# What is being asked
Copy every line of the data that includes the string "Újszász".

# Given entries
--*--

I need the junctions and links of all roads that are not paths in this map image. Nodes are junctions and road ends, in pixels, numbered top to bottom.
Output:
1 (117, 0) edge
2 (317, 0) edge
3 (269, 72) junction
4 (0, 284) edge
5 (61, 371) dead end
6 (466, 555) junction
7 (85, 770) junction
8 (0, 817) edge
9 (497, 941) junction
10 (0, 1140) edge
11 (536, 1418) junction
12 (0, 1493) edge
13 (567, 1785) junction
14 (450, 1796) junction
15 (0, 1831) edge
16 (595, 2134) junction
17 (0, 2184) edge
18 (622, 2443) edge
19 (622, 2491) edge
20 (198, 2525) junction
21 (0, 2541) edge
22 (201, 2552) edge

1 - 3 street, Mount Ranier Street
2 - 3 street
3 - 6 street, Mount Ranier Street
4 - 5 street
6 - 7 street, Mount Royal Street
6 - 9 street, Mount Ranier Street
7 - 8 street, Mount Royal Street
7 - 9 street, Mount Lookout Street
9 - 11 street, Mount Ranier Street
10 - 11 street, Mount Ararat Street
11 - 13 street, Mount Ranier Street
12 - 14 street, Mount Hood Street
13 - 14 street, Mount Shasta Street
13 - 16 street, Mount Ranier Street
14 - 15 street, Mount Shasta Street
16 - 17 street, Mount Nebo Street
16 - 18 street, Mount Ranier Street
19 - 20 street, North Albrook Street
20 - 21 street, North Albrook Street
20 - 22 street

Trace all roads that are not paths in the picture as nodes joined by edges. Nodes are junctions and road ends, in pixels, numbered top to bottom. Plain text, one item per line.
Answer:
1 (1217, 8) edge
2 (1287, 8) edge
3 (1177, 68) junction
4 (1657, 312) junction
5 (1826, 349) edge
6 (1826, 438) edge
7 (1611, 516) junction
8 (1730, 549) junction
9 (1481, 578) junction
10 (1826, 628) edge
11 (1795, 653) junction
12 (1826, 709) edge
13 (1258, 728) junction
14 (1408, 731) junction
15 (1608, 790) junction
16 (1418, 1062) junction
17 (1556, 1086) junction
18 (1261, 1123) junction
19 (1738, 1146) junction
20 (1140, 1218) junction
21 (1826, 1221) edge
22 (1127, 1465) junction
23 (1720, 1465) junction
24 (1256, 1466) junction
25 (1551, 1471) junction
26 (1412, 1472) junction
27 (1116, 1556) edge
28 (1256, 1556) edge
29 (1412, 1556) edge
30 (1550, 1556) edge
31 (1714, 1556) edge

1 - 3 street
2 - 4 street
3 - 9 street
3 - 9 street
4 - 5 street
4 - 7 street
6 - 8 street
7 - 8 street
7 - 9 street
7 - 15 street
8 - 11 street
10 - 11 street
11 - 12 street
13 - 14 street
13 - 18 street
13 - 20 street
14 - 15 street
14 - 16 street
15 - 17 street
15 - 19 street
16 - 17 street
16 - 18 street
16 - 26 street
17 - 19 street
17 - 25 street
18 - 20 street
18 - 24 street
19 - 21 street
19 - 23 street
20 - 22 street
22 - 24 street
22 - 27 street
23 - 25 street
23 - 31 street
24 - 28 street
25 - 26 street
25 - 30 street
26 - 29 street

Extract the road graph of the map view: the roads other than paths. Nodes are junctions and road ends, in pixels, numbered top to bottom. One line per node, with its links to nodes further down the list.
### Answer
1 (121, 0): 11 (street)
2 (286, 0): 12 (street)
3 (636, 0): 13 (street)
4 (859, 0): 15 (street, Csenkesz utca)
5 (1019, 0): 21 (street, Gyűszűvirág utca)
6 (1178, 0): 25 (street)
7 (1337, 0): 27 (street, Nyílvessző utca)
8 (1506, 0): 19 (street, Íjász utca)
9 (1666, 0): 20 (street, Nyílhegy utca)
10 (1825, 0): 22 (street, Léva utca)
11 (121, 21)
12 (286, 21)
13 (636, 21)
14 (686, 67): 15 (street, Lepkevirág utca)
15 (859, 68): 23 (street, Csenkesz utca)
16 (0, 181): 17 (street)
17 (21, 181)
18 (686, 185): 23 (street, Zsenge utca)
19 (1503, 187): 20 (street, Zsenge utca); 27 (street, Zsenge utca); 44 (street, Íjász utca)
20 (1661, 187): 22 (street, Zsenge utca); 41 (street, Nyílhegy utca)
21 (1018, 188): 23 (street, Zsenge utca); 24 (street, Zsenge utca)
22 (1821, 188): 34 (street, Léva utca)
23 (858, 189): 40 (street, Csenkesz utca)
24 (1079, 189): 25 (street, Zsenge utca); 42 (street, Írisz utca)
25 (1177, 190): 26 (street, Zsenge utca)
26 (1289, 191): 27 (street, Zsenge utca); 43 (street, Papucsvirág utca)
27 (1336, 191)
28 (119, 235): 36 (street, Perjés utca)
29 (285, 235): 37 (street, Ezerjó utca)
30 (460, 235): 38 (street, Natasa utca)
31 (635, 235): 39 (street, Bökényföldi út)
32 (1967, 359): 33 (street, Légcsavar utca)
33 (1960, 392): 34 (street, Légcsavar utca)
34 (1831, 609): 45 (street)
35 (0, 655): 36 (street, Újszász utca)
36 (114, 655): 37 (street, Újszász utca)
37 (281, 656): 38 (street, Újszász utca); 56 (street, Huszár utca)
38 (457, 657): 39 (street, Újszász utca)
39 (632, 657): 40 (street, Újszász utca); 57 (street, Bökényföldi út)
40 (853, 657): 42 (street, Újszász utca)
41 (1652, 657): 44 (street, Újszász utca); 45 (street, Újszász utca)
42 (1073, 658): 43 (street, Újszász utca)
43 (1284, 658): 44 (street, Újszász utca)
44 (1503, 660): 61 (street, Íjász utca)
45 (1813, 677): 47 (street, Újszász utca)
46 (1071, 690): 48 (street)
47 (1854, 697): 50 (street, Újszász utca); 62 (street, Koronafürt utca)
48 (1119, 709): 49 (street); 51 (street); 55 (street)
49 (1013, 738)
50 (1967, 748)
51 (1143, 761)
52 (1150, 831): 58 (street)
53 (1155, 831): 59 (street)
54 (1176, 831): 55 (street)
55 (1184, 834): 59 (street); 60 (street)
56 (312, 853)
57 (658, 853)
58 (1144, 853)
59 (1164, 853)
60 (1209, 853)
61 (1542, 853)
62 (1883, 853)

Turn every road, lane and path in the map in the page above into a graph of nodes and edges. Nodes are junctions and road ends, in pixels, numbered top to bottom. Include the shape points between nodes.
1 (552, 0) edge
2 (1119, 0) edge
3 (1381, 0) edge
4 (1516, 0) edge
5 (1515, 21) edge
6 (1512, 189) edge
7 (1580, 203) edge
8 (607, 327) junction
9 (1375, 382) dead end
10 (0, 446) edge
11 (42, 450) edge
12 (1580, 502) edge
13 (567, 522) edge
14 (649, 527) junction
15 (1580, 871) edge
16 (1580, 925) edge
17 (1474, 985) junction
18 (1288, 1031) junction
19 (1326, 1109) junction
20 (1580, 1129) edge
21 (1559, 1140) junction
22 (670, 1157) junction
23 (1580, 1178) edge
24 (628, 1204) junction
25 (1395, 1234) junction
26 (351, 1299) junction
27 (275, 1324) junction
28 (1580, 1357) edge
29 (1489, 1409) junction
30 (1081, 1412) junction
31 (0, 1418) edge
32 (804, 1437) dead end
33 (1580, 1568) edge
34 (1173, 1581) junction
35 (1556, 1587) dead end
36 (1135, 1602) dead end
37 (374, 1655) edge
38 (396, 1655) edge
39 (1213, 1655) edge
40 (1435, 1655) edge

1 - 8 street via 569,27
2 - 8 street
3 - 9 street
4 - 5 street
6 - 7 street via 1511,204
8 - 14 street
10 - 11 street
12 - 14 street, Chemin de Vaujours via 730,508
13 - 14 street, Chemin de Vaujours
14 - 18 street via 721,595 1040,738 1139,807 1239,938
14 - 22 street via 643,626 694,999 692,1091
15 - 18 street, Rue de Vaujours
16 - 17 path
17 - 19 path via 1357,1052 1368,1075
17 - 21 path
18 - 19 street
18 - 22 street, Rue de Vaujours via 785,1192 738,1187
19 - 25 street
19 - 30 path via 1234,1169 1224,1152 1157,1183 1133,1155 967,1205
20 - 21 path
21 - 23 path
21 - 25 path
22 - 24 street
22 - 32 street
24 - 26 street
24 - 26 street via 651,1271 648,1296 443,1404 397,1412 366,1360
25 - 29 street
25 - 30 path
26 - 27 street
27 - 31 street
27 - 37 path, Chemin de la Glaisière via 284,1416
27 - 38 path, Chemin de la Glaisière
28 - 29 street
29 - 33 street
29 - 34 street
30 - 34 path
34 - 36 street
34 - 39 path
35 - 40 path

--*--

# Task result
35 (0, 655): 36 (street, Újszász utca)
36 (114, 655): 37 (street, Újszász utca)
37 (281, 656): 38 (street, Újszász utca); 56 (street, Huszár utca)
38 (457, 657): 39 (street, Újszász utca)
39 (632, 657): 40 (street, Újszász utca); 57 (street, Bökényföldi út)
40 (853, 657): 42 (street, Újszász utca)
41 (1652, 657): 44 (street, Újszász utca); 45 (street, Újszász utca)
42 (1073, 658): 43 (street, Újszász utca)
43 (1284, 658): 44 (street, Újszász utca)
45 (1813, 677): 47 (street, Újszász utca)
47 (1854, 697): 50 (street, Újszász utca); 62 (street, Koronafürt utca)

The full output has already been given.